Endoscopic iodine staining with Lugol's iodine is widely used in head and neck endoscopy and can assist in delineating normal and abnormal margins, informing endoscopic resection [18]. Lugol's iodine stains glycogen in normal squamous epithelium, which appears brown under WLE. In glycogen depleted epithelium such as dysplasia, the mucosa appears yellow or unstained [19]. Knowledge of head and neck anatomy is necessary when interpreting Lugol’s staining of nasopharyngeal lesions. The attached gingivae and hard palate, which are heavily keratinized, and the respiratory mucosa, which does not contain glycogen, do not stain with Lugol’s iodine [20]. The glycogen containing cells lining the oral cavity and oropharynx do stain [21] Endoscopic iodine staining is limited by the presence of blood and allergic reactions to Lugol’s iodine, including laryngospasm, bronchospasm, and cardiac arrest. High concentrations of Lugol’s iodine may result in large amounts of free iodine, which can cause mucosal damage [20]. Spraying Lugol’s iodine solution in the pharynx is associated with heartburn, severe discomfort, and risk of aspiration [22]. In the present study, according to previously published literature, 1.5 ml of a 1.6% iodine solution was sprayed from the top of the nasopharynx [7] with few adverse effects. Timing of the interpretation of endoscopic iodine staining is subjective and requires a certain amount of clinical experience. In patients with suspected esophageal cancer, the appearance of a color change (designated as a pink-color sign [PCS]) within 1 min after Lugol’s iodine staining had a higher diagnostic performance (sensitivity, 90.2%; specificity, 82.3%; diagnostic accordance rate of 88.6%), than appearance of a PCS at 2 min (sensitivity, 84.1%; specificity, 72.7%; diagnostic accordance rate of 79.7%) [23]. The rapid appearance of PCS seems to indicate a high degree of epithelial destruction. The timing of the appearance of PCS was significantly and independently associated with high-grade intraepithelial neoplasia/invasive cancer. In the present study, patients were seated and excess iodine solution was removed by coughing or blowing the nose. Reexamination was performed 1 min after spraying with Lugol’s iodine solution.

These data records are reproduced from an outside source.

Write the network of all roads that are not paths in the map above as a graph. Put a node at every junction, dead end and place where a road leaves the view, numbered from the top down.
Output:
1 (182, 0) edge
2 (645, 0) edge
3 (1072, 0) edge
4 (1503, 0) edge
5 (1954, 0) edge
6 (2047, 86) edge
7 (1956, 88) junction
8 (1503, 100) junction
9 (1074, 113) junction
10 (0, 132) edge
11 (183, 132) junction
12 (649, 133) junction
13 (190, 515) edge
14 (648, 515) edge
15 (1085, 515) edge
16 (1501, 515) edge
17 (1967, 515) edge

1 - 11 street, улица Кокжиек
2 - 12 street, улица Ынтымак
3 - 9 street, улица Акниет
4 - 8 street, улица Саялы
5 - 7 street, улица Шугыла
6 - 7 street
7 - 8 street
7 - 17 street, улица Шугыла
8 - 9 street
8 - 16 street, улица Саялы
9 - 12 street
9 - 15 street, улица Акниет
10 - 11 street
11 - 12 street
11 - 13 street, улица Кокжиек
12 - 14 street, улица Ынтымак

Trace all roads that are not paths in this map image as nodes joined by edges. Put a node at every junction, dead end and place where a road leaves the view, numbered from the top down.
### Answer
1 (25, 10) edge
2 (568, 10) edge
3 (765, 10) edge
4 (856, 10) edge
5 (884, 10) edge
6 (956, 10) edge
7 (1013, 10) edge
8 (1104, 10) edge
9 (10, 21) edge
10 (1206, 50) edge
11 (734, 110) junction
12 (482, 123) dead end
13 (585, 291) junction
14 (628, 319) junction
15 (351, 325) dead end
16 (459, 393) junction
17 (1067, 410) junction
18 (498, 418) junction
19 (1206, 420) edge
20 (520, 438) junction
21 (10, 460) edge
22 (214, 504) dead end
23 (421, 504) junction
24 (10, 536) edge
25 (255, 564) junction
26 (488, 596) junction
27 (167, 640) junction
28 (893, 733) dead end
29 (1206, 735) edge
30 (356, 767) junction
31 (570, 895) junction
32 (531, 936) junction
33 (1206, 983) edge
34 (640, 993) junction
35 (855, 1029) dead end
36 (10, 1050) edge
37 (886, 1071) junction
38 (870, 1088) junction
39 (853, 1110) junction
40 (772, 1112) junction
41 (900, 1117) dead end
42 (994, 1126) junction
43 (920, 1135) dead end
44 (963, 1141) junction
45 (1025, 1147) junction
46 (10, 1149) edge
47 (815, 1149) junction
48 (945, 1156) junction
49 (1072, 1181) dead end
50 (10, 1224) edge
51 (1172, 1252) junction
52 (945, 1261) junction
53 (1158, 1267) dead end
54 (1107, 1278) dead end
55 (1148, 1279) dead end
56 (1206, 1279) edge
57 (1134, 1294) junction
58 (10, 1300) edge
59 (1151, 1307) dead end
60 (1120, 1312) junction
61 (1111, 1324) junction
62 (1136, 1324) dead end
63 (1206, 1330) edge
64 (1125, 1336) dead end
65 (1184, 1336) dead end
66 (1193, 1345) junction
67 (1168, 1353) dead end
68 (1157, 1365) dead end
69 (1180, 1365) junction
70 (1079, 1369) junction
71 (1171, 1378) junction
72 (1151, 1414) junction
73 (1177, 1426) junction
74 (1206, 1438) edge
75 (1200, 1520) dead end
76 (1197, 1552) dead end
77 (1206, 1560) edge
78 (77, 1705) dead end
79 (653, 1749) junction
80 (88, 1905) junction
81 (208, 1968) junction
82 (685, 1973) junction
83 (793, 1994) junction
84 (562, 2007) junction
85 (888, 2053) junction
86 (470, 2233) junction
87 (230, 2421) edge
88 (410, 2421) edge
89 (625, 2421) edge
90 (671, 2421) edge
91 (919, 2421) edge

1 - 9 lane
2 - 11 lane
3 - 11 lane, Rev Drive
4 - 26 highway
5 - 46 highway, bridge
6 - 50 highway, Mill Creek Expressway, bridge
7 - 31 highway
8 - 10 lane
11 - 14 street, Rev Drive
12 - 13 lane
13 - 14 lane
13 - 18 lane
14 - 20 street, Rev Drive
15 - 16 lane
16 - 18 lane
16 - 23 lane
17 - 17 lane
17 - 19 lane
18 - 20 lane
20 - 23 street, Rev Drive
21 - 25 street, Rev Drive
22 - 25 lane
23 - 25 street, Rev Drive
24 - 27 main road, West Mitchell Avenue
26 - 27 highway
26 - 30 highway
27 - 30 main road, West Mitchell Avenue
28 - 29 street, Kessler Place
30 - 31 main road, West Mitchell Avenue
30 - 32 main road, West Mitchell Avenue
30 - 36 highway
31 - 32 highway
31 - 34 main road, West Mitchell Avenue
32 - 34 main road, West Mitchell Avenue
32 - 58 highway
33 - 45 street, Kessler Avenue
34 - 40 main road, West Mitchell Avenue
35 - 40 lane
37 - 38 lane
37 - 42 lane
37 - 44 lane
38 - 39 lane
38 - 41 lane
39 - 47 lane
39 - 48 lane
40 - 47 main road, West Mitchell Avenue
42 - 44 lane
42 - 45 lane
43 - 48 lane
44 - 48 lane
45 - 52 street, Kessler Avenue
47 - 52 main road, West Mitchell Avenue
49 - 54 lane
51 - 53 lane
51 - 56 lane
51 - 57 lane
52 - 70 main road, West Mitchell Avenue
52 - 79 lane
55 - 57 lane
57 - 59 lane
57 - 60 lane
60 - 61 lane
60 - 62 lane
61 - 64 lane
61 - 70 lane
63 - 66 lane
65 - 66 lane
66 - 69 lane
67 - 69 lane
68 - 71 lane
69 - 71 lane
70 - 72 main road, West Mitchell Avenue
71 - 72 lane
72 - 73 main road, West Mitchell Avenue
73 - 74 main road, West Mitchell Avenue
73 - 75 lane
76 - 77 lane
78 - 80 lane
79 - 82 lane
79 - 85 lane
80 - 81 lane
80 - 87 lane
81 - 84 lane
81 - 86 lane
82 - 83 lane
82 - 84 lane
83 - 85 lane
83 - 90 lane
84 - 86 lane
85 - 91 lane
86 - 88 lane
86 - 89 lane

A previous report showed that NBI endoscopy combined with endoscopic iodine staining may be beneficial for the diagnosis of esophageal cancer and precancerous lesions. Similarly, our findings suggest the diagnostic performance of the combination of conventional WLE, NBI endoscopy and endoscopic iodine staining for discriminating between nasopharyngeal carcinoma and chronic hyperplastic nasopharyngitis was significantly improved compared to any method alone. Importantly, NBI endoscopy and endoscopic iodine staining alone or combined had a high NPV for nasopharyngeal carcinoma, implying these methods may identify patients with a high probability of no clinically significant cancer that may avoid unnecessary biopsy and surgeries. This indicates that NBI endoscopy and endoscopic iodine staining may have clinical utility for selecting patients with nasopharyngeal lesions that are eligible for a watch-and-wait strategy.

Conclusions

In conclusion, despite the limitations of a small sample size of patients enrolled from a single medical center, this study shows that NBI endoscopy and endoscopic iodine (1.6% iodine; 1 min interval to examination) staining may facilitate personalized management of patients with nasopharyngeal lesions.